「ヱヴァンゲリヲン新劇場版:序」と演劇
院試終わった。
まあ、十中八九落ちているので、面接終わったその足でそのまま新宿へ。
東急のミラノ1まで、「ヱヴァンゲリヲン新劇場版:序」を観に。
17時からの回を目当てで行ったのだけど、14時45分に間に合ったのでそのままチケットを購入し、入場。すでに予告は始まっていた。
15時ちょい過ぎから本編開始。
大筋は同じだけど、違うところも多々。
破の予告は必見。
新劇場版の所信表明で庵野総監督は、疲弊する日本アニメ業界・中高生のアニメ離れを憂慮していて、この作品を作り出す決意をしたと書かれている。
分野は違えど、私は演劇離れを心配している人間だ。もっとも、自分自身も実際大学進学するまで舞台なんて数えるほどしか観たことがなかった。そのアプローチ方法として、映像があるし、実際に製作しているところもあるし有効性は認められるのだが・・・先生たちはどうやら理解してもらえなかったらしい(笑)
映像の持つメッセージはとても大きい。まだ登場して100年あまりだが、すでに私たちにとって無視することはできない存在。今見ているこのディスプレイも映像の一種だ。
映像作品も演劇作品も古くなれば生き残りは難しくなる。名作と云われ後世に残る作品はごく一部だ。
さらに性質の悪いことに、映像(実写映画など)のほうが表現手法のサイクルは早い。このサイクルに慣れてしまった私たちにとっては、演劇が余計に退屈な存在に見えてしまう。観たいという人は多いが、実際に足を運ぶ人はごく少数だ。
エヴァが新作を出すまでの12年間、演劇事情も経済と同じく「失われた10年(期間のズレはあるが・・・)」だった。演劇はアングラ以降、表現が多様化しすぎて希薄なものとなっていった。アニメも同じくエヴァショック以降、分野が増えるが画期的な表現は概してあまり出てきていない。こう考えると、アニメはどちらかというと、映像作品としてというより演劇寄りなのかもしれない。
そしてこの数年、演劇は映像を積極的に取り入れ(DVDを作り)はじめ、今回エヴァは今までのアニメの手法から再び脱皮しようと試みている。
正直、今回のエヴァは押井作品のように「こんな技術アルヨ」的な要素も多々認められた。自己満足の産物と斬ってしまえばそれまでだが、問題はそんなことではなく奥に存在する精神的なものだ。観客に面白さを伝え、関係者(業界人)には興味をそそらせ、なおかつ作り手にとっても満足できるものを作るという使命感。

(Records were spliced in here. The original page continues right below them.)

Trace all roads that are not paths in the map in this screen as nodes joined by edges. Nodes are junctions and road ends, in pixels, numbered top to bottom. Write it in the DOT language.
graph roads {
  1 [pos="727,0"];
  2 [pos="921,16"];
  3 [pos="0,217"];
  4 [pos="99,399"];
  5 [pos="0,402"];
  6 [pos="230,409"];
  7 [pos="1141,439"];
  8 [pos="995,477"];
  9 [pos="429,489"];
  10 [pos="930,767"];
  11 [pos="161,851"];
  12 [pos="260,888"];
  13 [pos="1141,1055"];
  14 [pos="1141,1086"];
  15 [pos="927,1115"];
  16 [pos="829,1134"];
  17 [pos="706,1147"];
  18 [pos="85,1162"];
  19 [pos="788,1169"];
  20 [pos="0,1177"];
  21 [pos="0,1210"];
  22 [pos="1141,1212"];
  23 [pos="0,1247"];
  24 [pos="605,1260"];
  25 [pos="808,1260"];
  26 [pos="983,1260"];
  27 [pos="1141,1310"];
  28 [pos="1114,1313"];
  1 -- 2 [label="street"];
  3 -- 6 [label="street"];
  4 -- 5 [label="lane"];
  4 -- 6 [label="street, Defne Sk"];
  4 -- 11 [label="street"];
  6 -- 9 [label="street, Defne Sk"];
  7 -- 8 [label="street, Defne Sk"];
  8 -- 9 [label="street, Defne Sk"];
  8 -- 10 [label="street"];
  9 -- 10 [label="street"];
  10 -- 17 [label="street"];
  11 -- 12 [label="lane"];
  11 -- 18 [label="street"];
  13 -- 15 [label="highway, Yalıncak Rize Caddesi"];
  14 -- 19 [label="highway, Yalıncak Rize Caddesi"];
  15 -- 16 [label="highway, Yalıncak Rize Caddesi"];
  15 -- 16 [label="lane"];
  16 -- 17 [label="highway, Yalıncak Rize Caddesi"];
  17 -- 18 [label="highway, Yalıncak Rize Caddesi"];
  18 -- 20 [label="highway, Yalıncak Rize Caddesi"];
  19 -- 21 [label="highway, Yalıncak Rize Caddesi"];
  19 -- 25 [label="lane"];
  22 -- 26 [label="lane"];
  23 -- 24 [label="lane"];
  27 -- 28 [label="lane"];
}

だから、比較できる作品をわざわざ作ったのではないだろうか。
この試みが成功するのか、失敗するのかはわからない。が、見守るに足る作品であることは間違いない。
Going my wayはまことに結構だが、これがまとまっても集合体としては輪郭がはっきりしない。脊髄に相当する作品も存在してこそ、分野全体が引き締まって見える。